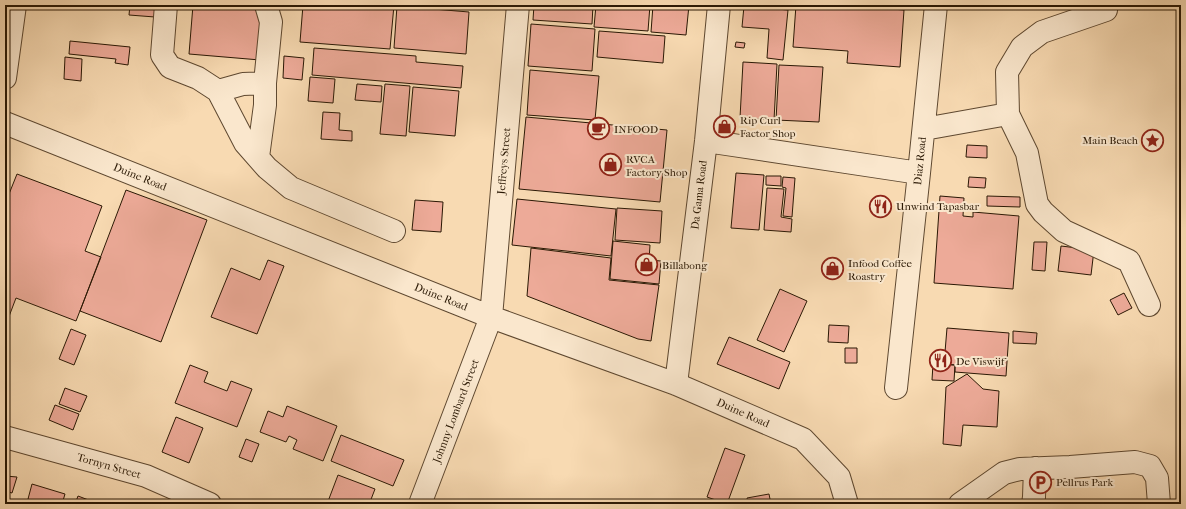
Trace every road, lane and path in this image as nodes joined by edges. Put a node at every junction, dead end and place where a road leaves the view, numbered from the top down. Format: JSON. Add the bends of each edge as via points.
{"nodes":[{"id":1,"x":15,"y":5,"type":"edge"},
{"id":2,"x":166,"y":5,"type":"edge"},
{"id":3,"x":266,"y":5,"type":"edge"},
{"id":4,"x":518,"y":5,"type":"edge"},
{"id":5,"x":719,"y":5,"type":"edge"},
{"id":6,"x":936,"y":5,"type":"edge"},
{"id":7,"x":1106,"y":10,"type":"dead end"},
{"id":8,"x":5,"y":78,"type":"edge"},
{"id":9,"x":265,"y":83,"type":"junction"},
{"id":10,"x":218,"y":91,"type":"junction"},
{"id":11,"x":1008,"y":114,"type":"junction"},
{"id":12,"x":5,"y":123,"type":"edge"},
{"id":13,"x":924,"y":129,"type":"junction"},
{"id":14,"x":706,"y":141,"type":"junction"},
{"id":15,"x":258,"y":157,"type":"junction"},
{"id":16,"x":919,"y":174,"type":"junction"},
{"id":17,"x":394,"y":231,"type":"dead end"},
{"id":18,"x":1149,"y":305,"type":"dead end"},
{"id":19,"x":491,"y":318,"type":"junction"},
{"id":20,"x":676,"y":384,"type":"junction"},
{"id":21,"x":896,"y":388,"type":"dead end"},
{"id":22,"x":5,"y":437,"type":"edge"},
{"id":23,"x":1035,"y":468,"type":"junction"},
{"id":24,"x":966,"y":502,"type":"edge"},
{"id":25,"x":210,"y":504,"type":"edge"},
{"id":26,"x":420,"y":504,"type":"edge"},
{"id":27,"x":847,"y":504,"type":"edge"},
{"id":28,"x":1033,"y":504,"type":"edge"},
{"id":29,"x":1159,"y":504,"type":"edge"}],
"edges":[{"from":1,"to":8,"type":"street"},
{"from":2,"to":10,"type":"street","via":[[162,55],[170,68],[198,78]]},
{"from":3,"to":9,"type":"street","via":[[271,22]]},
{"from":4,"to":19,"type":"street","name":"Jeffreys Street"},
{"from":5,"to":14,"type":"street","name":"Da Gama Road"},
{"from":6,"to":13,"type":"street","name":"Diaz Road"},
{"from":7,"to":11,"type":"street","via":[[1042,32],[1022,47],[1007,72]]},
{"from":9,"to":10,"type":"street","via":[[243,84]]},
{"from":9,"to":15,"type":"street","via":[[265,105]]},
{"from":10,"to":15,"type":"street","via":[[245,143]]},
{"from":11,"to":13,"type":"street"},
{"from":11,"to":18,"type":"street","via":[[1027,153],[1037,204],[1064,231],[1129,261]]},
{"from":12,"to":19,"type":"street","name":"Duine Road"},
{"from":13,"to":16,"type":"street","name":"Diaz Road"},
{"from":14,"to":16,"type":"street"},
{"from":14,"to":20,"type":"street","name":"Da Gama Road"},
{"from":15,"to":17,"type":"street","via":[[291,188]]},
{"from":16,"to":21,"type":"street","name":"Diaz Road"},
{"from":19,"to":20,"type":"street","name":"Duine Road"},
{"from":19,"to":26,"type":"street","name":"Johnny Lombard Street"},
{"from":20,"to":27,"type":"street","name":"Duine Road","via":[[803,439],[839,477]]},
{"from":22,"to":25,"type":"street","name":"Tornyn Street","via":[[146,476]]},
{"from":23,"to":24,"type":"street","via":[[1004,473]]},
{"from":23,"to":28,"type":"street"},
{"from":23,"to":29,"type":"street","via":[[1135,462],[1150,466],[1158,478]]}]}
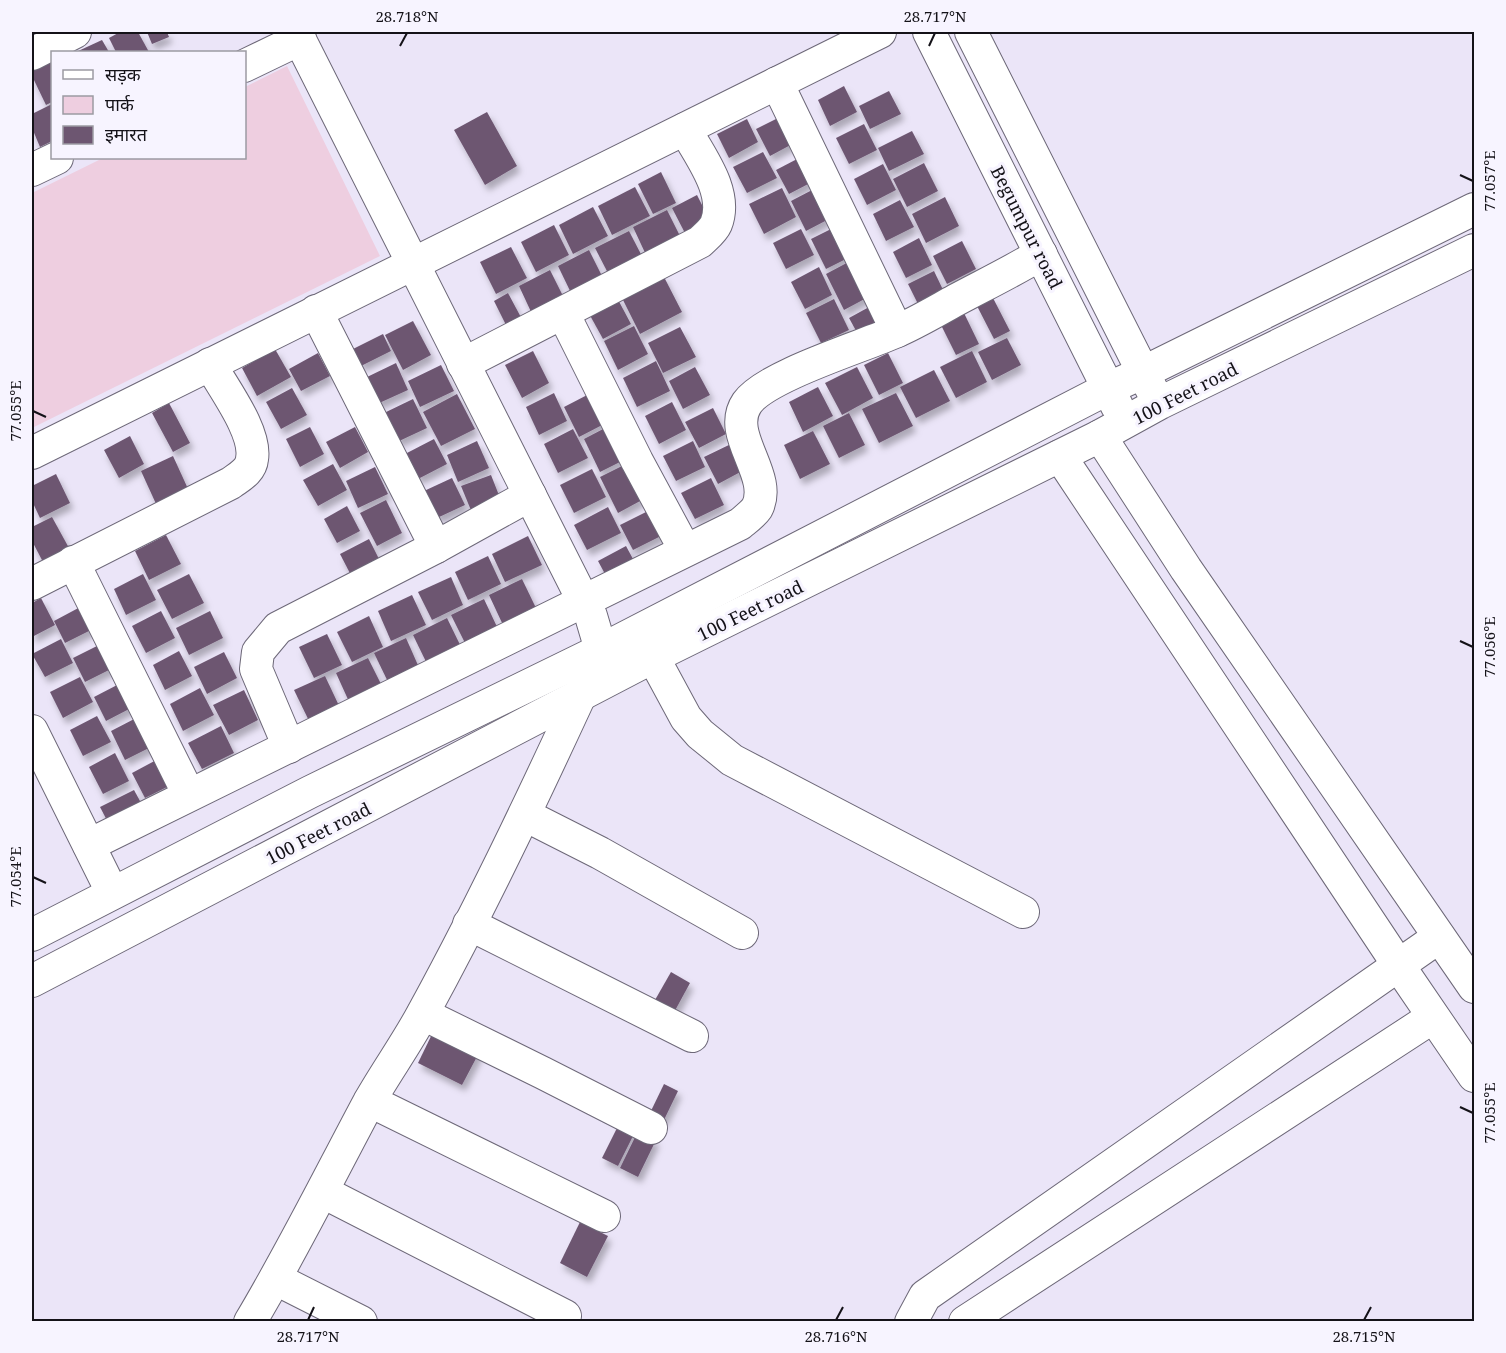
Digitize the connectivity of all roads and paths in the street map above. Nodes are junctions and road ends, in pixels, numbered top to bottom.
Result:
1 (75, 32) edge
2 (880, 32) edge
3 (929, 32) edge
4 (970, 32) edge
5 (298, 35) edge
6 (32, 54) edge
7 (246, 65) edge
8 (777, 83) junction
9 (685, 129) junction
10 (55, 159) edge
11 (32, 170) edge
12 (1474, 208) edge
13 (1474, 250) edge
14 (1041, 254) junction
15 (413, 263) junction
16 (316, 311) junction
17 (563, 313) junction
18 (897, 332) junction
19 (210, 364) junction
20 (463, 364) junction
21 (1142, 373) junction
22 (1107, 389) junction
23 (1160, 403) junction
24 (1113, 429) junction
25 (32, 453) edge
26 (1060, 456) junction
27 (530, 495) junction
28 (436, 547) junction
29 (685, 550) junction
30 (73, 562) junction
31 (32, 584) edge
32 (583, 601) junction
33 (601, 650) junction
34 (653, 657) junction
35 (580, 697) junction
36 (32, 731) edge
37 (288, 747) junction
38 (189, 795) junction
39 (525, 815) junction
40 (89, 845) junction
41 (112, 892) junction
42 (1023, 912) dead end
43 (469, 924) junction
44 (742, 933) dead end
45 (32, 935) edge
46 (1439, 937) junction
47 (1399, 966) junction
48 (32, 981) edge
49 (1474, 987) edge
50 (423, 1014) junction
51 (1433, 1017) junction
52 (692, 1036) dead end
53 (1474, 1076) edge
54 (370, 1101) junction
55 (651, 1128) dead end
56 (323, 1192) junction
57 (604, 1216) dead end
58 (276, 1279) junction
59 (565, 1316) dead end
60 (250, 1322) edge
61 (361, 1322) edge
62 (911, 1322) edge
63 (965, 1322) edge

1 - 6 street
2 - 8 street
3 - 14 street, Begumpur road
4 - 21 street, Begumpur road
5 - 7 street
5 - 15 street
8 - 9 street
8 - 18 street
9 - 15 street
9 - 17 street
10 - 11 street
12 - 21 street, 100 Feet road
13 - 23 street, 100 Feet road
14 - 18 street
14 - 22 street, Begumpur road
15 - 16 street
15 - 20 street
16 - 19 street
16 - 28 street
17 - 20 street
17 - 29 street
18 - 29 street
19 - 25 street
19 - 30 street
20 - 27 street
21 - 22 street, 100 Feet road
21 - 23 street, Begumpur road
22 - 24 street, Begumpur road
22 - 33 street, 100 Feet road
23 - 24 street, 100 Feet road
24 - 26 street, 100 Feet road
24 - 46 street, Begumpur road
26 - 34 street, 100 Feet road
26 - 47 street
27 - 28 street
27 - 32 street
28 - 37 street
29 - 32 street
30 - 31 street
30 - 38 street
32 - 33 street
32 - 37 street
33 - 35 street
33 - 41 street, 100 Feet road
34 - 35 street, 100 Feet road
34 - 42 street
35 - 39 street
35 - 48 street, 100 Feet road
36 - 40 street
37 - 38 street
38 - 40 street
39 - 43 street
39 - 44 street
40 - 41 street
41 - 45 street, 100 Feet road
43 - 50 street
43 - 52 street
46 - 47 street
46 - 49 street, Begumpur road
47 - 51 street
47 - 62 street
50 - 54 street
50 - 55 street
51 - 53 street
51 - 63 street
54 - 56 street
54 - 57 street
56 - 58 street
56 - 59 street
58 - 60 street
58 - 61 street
+ + + + + + +
▶ **TASK DETAILS**
The answer must be all the lines above that hold the word "Begumpur".

▶ **RESULT OF THIS TASK**
3 - 14 street, Begumpur road
4 - 21 street, Begumpur road
14 - 22 street, Begumpur road
21 - 23 street, Begumpur road
22 - 24 street, Begumpur road
24 - 46 street, Begumpur road
46 - 49 street, Begumpur road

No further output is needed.